_DATA SUPPLIED:_
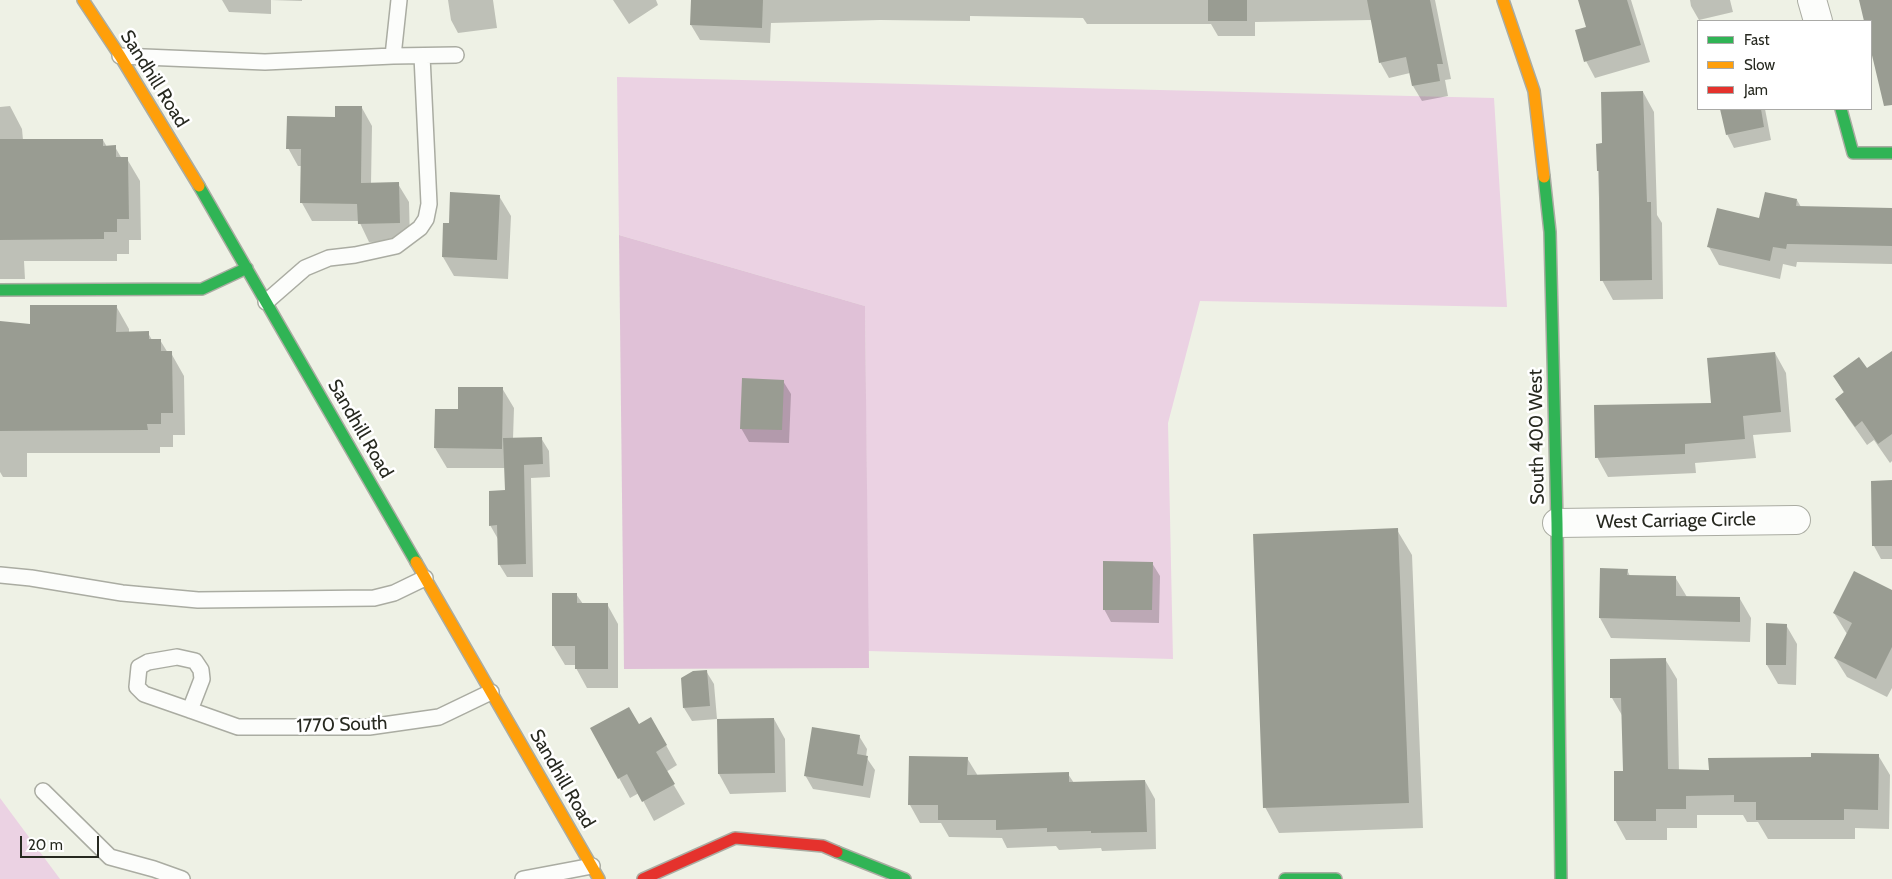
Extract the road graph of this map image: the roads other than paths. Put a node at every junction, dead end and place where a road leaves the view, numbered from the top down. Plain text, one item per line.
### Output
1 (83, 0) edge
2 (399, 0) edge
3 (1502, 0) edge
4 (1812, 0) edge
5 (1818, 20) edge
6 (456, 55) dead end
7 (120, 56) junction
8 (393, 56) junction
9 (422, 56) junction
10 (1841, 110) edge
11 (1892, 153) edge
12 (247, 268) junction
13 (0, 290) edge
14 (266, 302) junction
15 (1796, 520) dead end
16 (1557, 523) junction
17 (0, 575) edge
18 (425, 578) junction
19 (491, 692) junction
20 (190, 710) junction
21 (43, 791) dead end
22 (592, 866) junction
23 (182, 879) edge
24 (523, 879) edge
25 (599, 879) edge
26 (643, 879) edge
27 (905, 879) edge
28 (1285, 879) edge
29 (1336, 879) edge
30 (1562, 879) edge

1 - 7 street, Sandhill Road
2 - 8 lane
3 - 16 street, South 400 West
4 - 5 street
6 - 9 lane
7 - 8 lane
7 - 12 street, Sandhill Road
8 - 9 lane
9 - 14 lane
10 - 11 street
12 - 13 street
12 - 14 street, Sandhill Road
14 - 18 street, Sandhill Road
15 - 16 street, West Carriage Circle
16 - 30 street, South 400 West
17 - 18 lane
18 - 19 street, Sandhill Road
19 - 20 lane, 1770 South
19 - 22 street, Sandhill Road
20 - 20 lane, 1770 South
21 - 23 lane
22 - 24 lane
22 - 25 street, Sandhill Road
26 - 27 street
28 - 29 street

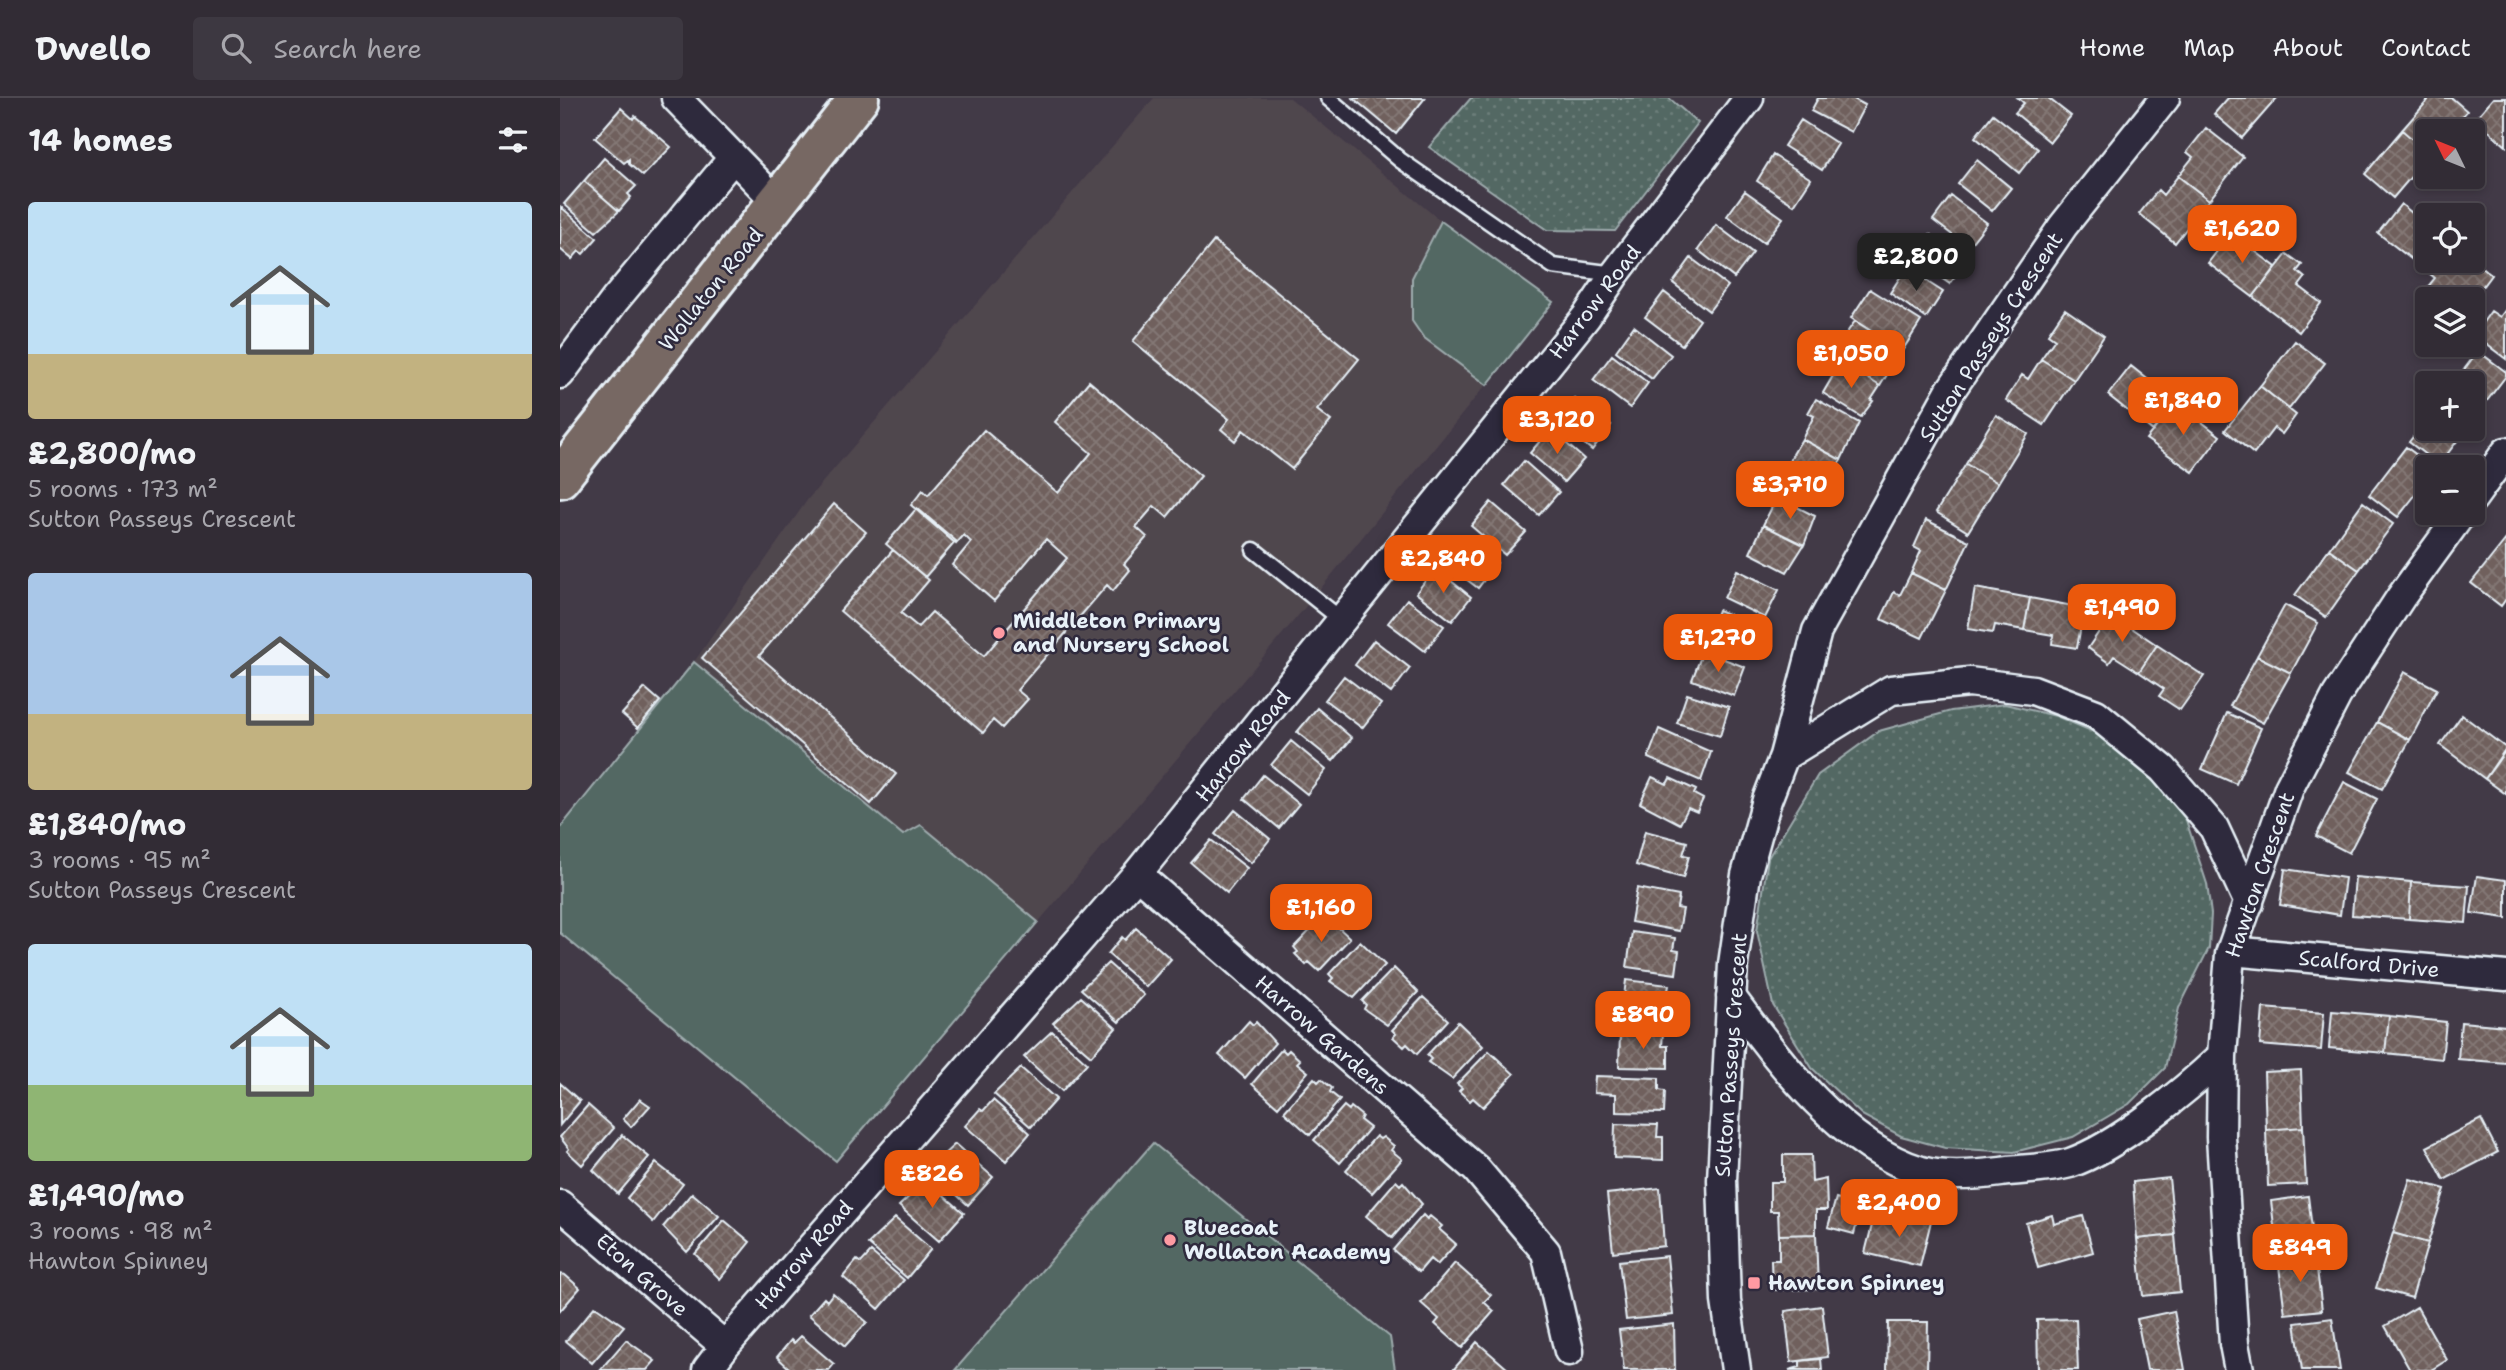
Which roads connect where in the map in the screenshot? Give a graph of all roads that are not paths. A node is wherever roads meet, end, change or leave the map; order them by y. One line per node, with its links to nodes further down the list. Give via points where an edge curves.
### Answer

_THE TASK:_
Report the number of lines in the entries that hold the word "down". Nothing else is wanted.

_REPLY TO THE TASK:_
2